= Beginning of Section =
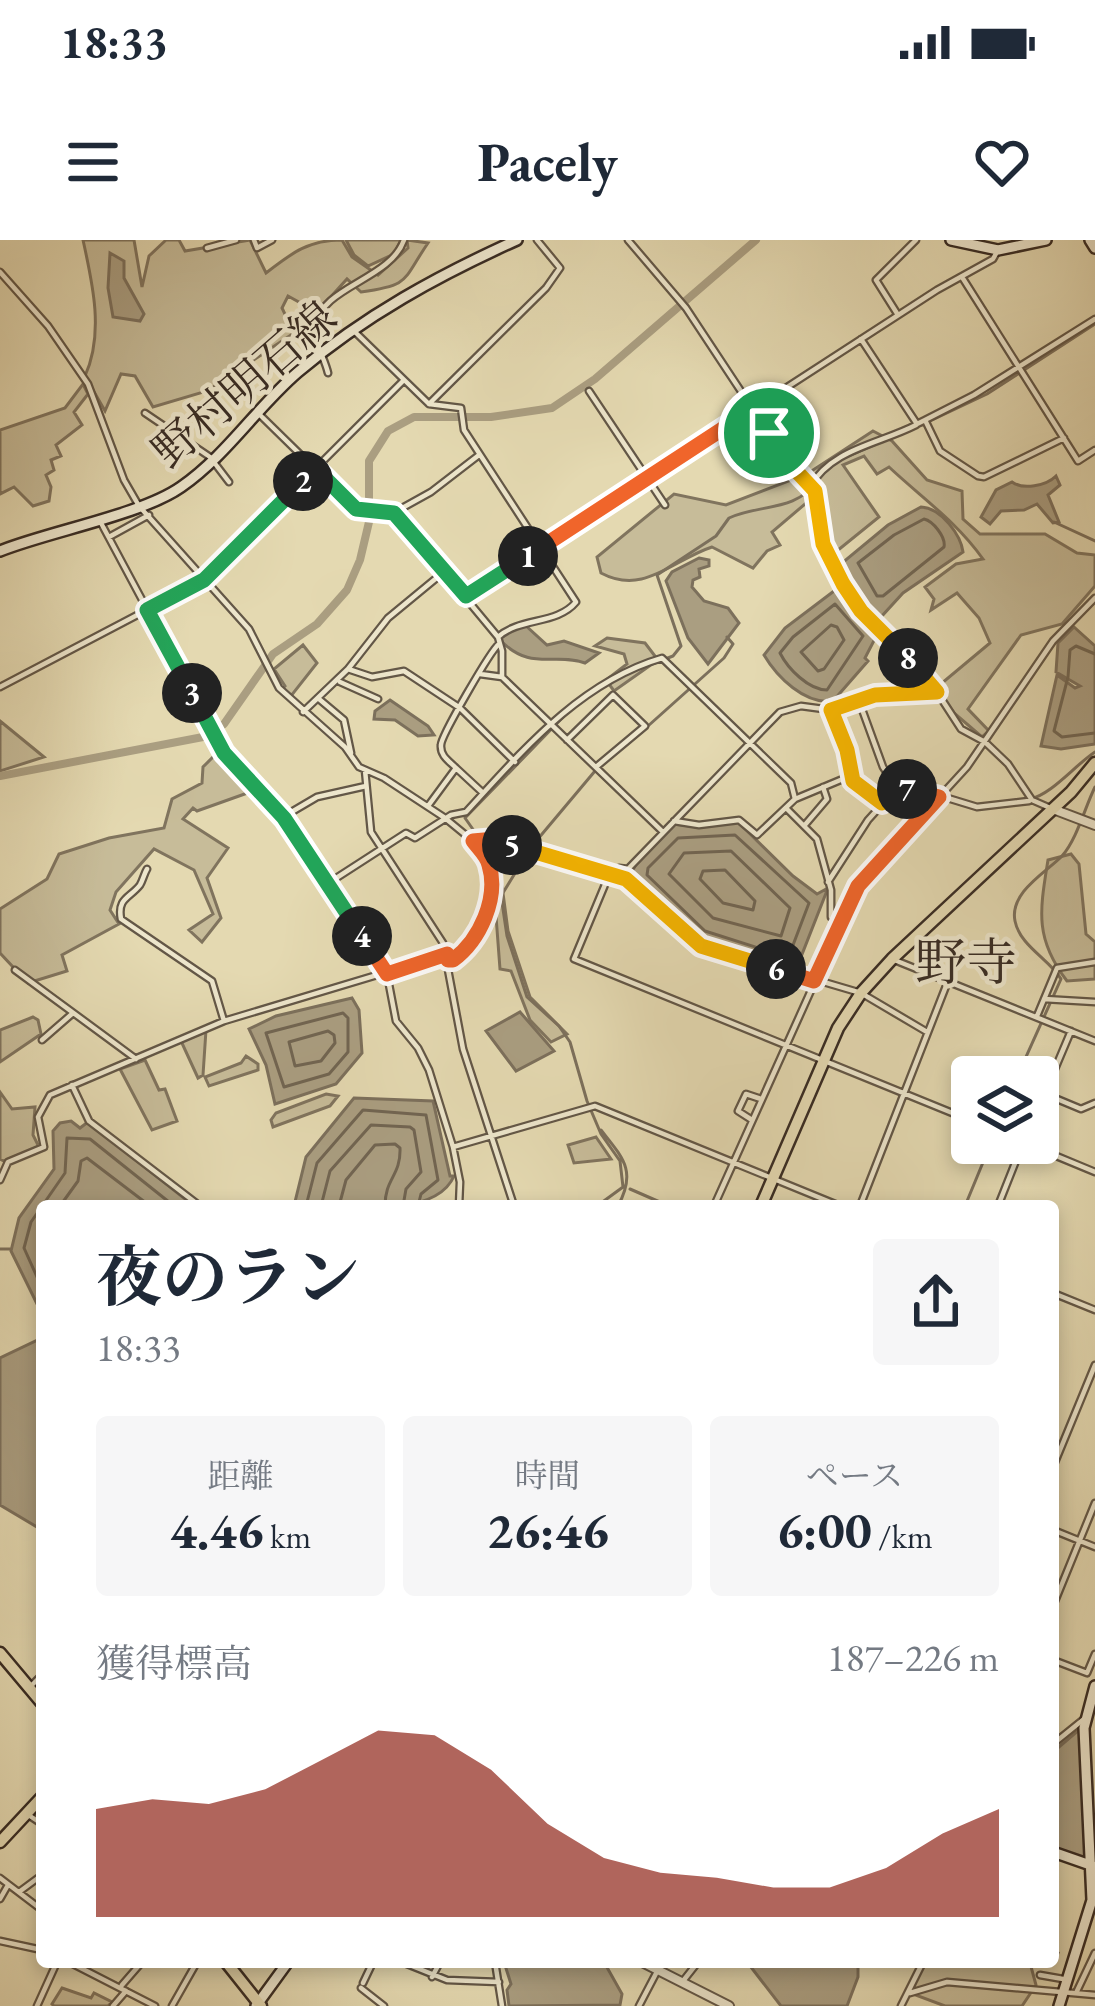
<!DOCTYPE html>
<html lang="ja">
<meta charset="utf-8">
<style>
:root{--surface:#fff;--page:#f6f6f7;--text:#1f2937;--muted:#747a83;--accent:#8f2418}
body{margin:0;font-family:"EB Garamond","Noto Serif JP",serif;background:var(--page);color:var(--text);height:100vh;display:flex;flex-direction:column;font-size:45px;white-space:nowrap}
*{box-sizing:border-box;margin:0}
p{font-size:39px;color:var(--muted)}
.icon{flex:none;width:66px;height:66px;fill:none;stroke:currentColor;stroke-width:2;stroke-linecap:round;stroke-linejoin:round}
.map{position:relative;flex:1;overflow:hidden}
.sheet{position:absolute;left:36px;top:960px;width:1023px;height:768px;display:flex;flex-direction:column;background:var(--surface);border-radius:12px;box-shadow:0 6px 18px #0003}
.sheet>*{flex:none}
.controls{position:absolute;left:951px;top:816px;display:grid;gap:24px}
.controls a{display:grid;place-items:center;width:108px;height:108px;border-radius:12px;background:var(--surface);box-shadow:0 6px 18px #0003;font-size:60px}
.pin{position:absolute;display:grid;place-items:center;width:102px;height:102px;color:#fff;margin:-51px;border:6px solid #fff;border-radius:50%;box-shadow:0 3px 12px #0007}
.km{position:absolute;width:60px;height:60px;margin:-30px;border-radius:50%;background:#222;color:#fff;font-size:33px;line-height:60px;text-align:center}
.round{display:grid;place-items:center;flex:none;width:126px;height:126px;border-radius:12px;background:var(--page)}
.headline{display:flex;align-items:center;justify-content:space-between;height:204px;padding:0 60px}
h1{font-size:66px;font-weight:700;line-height:90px}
.stats{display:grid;grid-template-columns:repeat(3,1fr);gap:18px;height:204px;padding:12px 60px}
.stats div{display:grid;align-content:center;border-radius:12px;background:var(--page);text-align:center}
.stats b{font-size:51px;font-weight:700}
.stats small{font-size:33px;font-weight:400}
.stats p{font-size:33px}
.chart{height:336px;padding:24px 60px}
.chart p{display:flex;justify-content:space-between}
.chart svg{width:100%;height:216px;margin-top:12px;fill:var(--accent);opacity:.7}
.status{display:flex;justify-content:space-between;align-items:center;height:84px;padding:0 60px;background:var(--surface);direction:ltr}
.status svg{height:33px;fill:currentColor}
header{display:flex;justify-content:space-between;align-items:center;height:156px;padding:0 60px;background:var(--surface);font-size:54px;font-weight:700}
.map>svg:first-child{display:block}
.green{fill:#c7bc99;stroke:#80745e;stroke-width:3}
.water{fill:#aa9e81;stroke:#7c705c;stroke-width:3}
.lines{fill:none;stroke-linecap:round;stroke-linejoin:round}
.shore{stroke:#716552;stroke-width:3}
.stream{stroke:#7c705c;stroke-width:3}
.river{stroke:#aa9e81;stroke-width:8}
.minor-casing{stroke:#635747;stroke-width:9}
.tertiary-casing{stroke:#635747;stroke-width:12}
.secondary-casing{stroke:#382c24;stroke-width:14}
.primary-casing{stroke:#382c24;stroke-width:15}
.minor{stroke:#ede6cc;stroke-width:4.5}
.tertiary{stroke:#ede6cc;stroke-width:8}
.secondary{stroke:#ede6cc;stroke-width:9}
.primary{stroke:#e4d9b1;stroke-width:10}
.split-1-casing{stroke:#fff;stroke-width:24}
.split-2-casing{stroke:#fff;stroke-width:24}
.split-3-casing{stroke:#fff;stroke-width:24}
.split-4-casing{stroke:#fff;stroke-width:24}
.split-5-casing{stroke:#fff;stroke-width:24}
.split-6-casing{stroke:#fff;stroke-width:24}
.split-7-casing{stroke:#fff;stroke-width:24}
.split-8-casing{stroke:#fff;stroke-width:24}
.split-9-casing{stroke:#fff;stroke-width:24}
.split-1{stroke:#f0652b;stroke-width:15}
.split-2{stroke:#22a559;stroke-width:15}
.split-3{stroke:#22a559;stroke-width:15}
.split-4{stroke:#22a559;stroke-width:15}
.split-5{stroke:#f0652b;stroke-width:15}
.split-6{stroke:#f5b400;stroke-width:15}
.split-7{stroke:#f0652b;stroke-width:15}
.split-8{stroke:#f5b400;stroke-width:15}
.split-9{stroke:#f5b400;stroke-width:15}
.labels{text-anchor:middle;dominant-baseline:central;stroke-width:9;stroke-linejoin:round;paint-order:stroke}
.street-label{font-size:45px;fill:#382c24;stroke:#ede6cc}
.quarter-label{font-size:51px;fill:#382c24;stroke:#ede6cc}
</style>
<div class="status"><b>18:33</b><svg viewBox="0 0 49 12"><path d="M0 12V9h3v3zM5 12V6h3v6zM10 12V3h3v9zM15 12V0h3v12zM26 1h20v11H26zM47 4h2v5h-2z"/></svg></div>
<header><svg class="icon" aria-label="menu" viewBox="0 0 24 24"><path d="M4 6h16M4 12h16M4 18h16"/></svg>Pacely<svg class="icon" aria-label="heart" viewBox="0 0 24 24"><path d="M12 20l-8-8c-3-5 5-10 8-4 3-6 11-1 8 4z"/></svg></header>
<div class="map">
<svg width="1095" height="1766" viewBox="0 0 1095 1766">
<rect width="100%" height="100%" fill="#e4d9b1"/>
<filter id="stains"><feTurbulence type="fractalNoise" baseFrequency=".00167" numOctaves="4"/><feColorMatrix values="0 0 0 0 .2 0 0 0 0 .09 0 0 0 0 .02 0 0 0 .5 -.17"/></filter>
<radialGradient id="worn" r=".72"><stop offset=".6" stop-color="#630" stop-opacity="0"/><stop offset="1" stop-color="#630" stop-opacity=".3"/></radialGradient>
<path class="green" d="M83,0H134L142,47L149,16L166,0H179L185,11L250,0L266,33C293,12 309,0 342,0L352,17L378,35L408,8L407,0L428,3C402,41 411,45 361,52L347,39L317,72L288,56L282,68L294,93L207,151L153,167L135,136L121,134L105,171L85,136C104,94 93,45 83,0Z
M346,0H401L394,14L368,26L354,15Z
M83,144L88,154L74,172L82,185L56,205L61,216L51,220L54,230L46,235L51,247L49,261L33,266L14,247L0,254V190L65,168Z
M873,191L892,201L927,240L962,251L963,279L980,294H1045L1077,313L1095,315V346L1062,384L1021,395L968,469L989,491L982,497L954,473L936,448L990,403L979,378L957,353L931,370L934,359L925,347L956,324L983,319C956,281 922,258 889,227L877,234L864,216L843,225L879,277L832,315L818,253L772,292L780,305L767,311L753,328L712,307C672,320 644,356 601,333L597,317L674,254L726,265L807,234Z
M607,398L645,403L658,420L614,451L606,440L627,424L624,414L595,406Z
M303,405L317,423L291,456L282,449L285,446L274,429Z
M0,481L44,517L0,531Z
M217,513L253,551L197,571L193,568L183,579L228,608L207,638L221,678L202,702L189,690L213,674L194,630L154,609L116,652L110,670L119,684L62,715L67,731L28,743L0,713V669L47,639L59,614L109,598L164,588L172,559L202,543L203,527Z
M1071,614L1079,624L1086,694L1095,702V739L1067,741C1034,698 1040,670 1048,620Z
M492,623H499L508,691L530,757L567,794L551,802L530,780L511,731L500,729Z
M33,777L38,780L41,794L0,822V790Z
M206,790L203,835L198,838L181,801Z
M246,816L258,824V830L209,846L205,837L241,823Z
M145,820L159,850L165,849L177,881L152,890L120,829Z
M0,852L12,869L35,867L33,895L39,907L4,921L0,919Z
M326,854L338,856L330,866L273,887L271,880L276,873Z
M596,897L611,919L574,923L568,905Z
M1053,1712L1058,1713L1054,1723H1030L1036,1745L1022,1766H945L910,1753L923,1722H1053Z
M62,1748L91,1758L94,1753L112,1762L108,1766H54L52,1764Z"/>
<path class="water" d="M110,13L124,21V38L144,74L140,81L113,77L108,48Z
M1056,236L1060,245L1048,255L1059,282L1053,283L1037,264L1024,270L1001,271L990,284L981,277L996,250L1012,242C1023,250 1046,246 1056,236Z
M921,267C942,268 961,296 963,312L903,353L881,377L864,360L842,323L888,285Z
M699,318L709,320V326L699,329L700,337L693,340L692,347L704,361L728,368L739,383L708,424L688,398L666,341L672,332Z
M842,345L861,374L880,389L865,418L868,421L833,461C805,465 777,437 764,415L785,388Z
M525,385L547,405L564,401L599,413L585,423C554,412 531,432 500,400L503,394Z
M1074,387L1095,406V504L1061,509L1041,506L1057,435L1075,448L1080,446L1056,432L1058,403Z
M390,460L428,486L434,495L418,496L395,480L374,479L375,471Z
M738,582L793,636L817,654L828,648L797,727L766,723L699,702L630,636L636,624L674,584L697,587Z
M352,758L359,770L362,813L336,844L275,864L266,825L249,789L276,776Z
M520,772L554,811L516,831L486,791Z
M354,858L433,861L450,936H454C435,981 337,966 294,966L306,917Z
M71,881L80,888L88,882L194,966H42V1074L11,1011L19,978L54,929L53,891L60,883Z
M42,1098V1290L0,1265V1118Z
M1080,1489L1087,1619L1084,1620L1053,1610V1512Z
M504,1722H604L622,1754L620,1765L509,1766L507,1750L511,1744Z
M747,1722H858V1737L847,1766H781Z"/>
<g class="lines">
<path class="shore" d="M924,279C933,281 946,297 944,307L883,356H877L858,323L894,295Z
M835,364L863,396L827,450C809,450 788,429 780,413L793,397Z
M831,385L837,387L844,400L824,429L818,431L801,412Z
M1095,414L1076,406L1070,410L1068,437L1054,491L1062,497L1095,493
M735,595L809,663L790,713L768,711L705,691L647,635L648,628L678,598Z
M731,611L790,668L781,696L713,678L669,634L684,613Z
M725,630L755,661L753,670L723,663L700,639L703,631Z
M343,773L348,778V812L329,834L284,847L266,793Z
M328,791L334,795L335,803L321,821L295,826L289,802Z
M60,966L78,941L81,921L87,918L150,966
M306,966L317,923L363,870L426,875L438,940L421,954L418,966
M321,966L330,931L371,885L410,887L414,890L421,932L406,949L403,966
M339,966L346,940L375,905L395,904L400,908C401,936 385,938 385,966
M42,1048L24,1008L31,982L65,933L67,898L90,899L174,966"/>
<path class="stream" d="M913,189L987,154L1095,84
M841,219L876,204
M1054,282L1095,301
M647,426L673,416L681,406L657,335L716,296L729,278C759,264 796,272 817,241
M567,473L465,578L496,622L507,696L527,757L559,786L570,802L587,861L601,894L620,921L623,947L597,966
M648,486L724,418L733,404L727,397
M901,548L938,555
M1030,559C1052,554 1074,526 1095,512
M532,606L595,531
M501,656L528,612
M1017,837L1061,739C1049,719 1020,706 1015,681C1009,652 1048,631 1062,616C1077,599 1085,567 1095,547
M601,890C623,918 637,931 618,966
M630,949L669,966
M965,966L991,903
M0,1009H10"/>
<path class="river" d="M0,536L203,497L224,484L273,414L317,384L347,350L360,320L369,282V221L388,191L414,177H491L552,168L595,139L756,0"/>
<g class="minor-casing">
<path id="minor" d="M254,0L257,8L272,0
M628,0L686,68L787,221L815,251L827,316L861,371L882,388L937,452L961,489L985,502L1008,524L1032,560L1048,567
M207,8L236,0
M0,32L48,86L88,144L124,240L139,266L249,389L279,448L345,507L359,527L384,538L445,578L473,601L489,620L491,662L463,712L448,720
M962,37L1078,221L1095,210
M898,75L876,40L916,0
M354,91L429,164L546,48L560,28L537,0
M861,99L917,184L925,180L940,211L978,236L984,237L1064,198
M328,133C325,119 313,100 315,86C322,46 390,40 404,0
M589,151L665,265
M429,164L461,168L464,190L576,362C557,385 520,377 498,397
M145,173L210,217L229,242
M258,173L356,269L395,273L498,397L502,411V437L663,592
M925,180L974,155L1095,79
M810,247C831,209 879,204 916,185
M395,272L431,252L479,215
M101,283L224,513L283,577L387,734L396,781L418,808L429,830L453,907L460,942L459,966
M109,297L149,275
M466,355L937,50L993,19L998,10
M348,429L372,437L404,431L460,468L515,522
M480,434L502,437
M340,442L378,459
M0,447L204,340L403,141
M319,459L344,480L351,513
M859,461L883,527L897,548
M831,470L847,510L850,536L879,561
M303,472L348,429L388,378L445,331
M567,500L613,455L645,486L596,527
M456,528L483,553
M365,530L371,592L443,703L463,809L514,966
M897,548L937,557
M941,556L977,567L1029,561
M795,559L850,536
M428,566L456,528C449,521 440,516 441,505C441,496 491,410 499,404
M787,569L817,599L831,650V677L841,678
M283,577L317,557L366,546
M804,586L827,559L823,547
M473,601L495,599L626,639L701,706L861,753L927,792
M147,629C144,634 143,640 140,645C130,658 117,658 121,679L212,741L224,781
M628,629L619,628L609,635L574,719L972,881
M626,639L628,629L780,472L801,466L831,470L885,454L908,456L937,452
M828,642L868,580L897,548
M327,644L406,593L415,598L451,575L466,572C523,510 580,442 662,418L791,543L795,559L757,595L739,580L699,585L674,581
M892,719L1095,801
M15,730L136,819
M1044,759L1095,762
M1037,776L1057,728L1095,722
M42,800L73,773
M72,845L89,881L200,966
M1045,854L1081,869L1095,863
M1038,869L1071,791
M752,880L738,871L746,854L761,859
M1025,903L1095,932
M453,907L595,866L840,966
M0,940L8,922L44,907L38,877L50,855L224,781L447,714
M714,966L858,646L967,527L1053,401L1095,358
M860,966L948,741
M998,966L1023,903
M1053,1053L1095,1070
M1053,1227L1095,1125
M1053,1290L1095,1307
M1053,1366L1095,1263
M1053,1420L1087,1433L1095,1414
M31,1446L42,1435
M1053,1504L1084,1479
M27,1574L42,1584
M0,1638L42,1670
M19,1652L42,1635
M0,1659L8,1645
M0,1701L42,1710
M69,1722L155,1766
M402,1722L447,1740L499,1742
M495,1722L502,1766
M1040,1735L1063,1739
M432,1737L440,1722
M683,1741L698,1722
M363,1743L373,1722
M122,1745L142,1722
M361,1748L384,1766
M1077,1751L1095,1713
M910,1753L947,1742L1095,1755
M37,1766L57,1722
M113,1766L126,1751
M172,1766L197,1722
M639,1766L662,1722
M901,1766L923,1722"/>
</g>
<g class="tertiary-casing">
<path id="tertiary" d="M1053,569L1095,585
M642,1722L729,1766"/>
</g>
<g class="secondary-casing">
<path id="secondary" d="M951,0L998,10L1046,0
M1090,0L1095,8
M0,311C50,291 141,275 181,247C226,216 257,167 298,132C364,76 439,35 517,0
M1053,1612L1093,1626
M256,1766L288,1722
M1059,1766L1092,1660L1084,1488L1095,1446"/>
</g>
<g class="primary-casing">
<path id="primary" d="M761,966L838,788L861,753L892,719L1071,552L1095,523
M0,1413L42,1463
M0,1602L42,1557
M226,1722L261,1766"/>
</g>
<use href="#minor" class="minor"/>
<use href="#tertiary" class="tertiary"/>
<use href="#secondary" class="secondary"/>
<use href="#primary" class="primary"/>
</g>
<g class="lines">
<g class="split-1-casing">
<path id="split-1" d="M528,316L753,169L769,193"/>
</g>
<g class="split-2-casing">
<path id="split-2" d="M303,241L315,228L356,269L394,273L466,356L528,316"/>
</g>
<g class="split-3-casing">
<path id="split-3" d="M192,453L147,370L204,340L303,241"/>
</g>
<g class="split-4-casing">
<path id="split-4" d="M192,453L224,513L284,578L362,696"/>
</g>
<g class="split-5-casing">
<path id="split-5" d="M362,696L387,734L447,714L448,720H453C480,700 499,658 489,625C487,616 478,608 473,601L495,599L512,605"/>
</g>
<g class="split-6-casing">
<path id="split-6" d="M512,605L626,639L701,706L776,729"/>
</g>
<g class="split-7-casing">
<path id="split-7" d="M776,729L814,741L858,646L939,557L907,549"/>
</g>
<g class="split-8-casing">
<path id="split-8" d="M907,549L897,548L882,563L853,541L847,510L831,470L875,455L937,452L908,418"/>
</g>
<g class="split-9-casing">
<path id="split-9" d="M769,193L787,221L815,251L823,304L843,344L861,371L908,418"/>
</g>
<use href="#split-1" class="split-1"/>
<use href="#split-2" class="split-2"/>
<use href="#split-3" class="split-3"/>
<use href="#split-4" class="split-4"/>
<use href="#split-5" class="split-5"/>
<use href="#split-6" class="split-6"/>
<use href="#split-7" class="split-7"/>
<use href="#split-8" class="split-8"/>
<use href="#split-9" class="split-9"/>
</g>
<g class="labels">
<g class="street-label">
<text transform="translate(244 144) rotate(-41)">野村明石線</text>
</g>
<g class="quarter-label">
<text x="966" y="722">野寺</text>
</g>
</g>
<rect width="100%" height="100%" filter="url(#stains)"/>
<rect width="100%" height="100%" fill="url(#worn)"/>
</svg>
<div class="controls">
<a><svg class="icon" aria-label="layers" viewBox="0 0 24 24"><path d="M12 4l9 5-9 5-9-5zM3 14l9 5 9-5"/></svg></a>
</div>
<div class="pin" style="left:769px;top:193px;background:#1e9e55"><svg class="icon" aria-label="arrive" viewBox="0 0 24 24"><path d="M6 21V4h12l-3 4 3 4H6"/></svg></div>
<b class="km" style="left:528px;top:316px">1</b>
<b class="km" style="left:303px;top:241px">2</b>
<b class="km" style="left:192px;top:453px">3</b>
<b class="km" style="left:362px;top:696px">4</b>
<b class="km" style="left:512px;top:605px">5</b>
<b class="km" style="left:776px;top:729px">6</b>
<b class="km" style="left:907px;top:549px">7</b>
<b class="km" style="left:908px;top:418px">8</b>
<section class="sheet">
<div class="headline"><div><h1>夜のラン</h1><p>18:33</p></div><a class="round"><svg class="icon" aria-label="share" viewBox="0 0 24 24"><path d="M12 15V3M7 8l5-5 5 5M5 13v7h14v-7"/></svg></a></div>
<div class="stats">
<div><p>距離</p><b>4.46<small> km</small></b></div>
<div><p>時間</p><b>26:46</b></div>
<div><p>ペース</p><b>6:00<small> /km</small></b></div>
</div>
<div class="chart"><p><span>獲得標高</span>187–226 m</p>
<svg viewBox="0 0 160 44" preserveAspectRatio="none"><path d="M0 44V22L10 20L20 21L30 18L40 12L50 6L60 7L70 14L80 25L90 32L100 35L110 36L120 38L130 38L140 34L150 27L160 22V44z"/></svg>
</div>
</section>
</div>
= End of Section =
- _Instructions to follow_
For every line above with the word "controls" in it, make a copy.

- _Response to the exercise_
.controls{position:absolute;left:951px;top:816px;display:grid;gap:24px}
.controls a{display:grid;place-items:center;width:108px;height:108px;border-radius:12px;background:var(--surface);box-shadow:0 6px 18px #0003;font-size:60px}
<div class="controls">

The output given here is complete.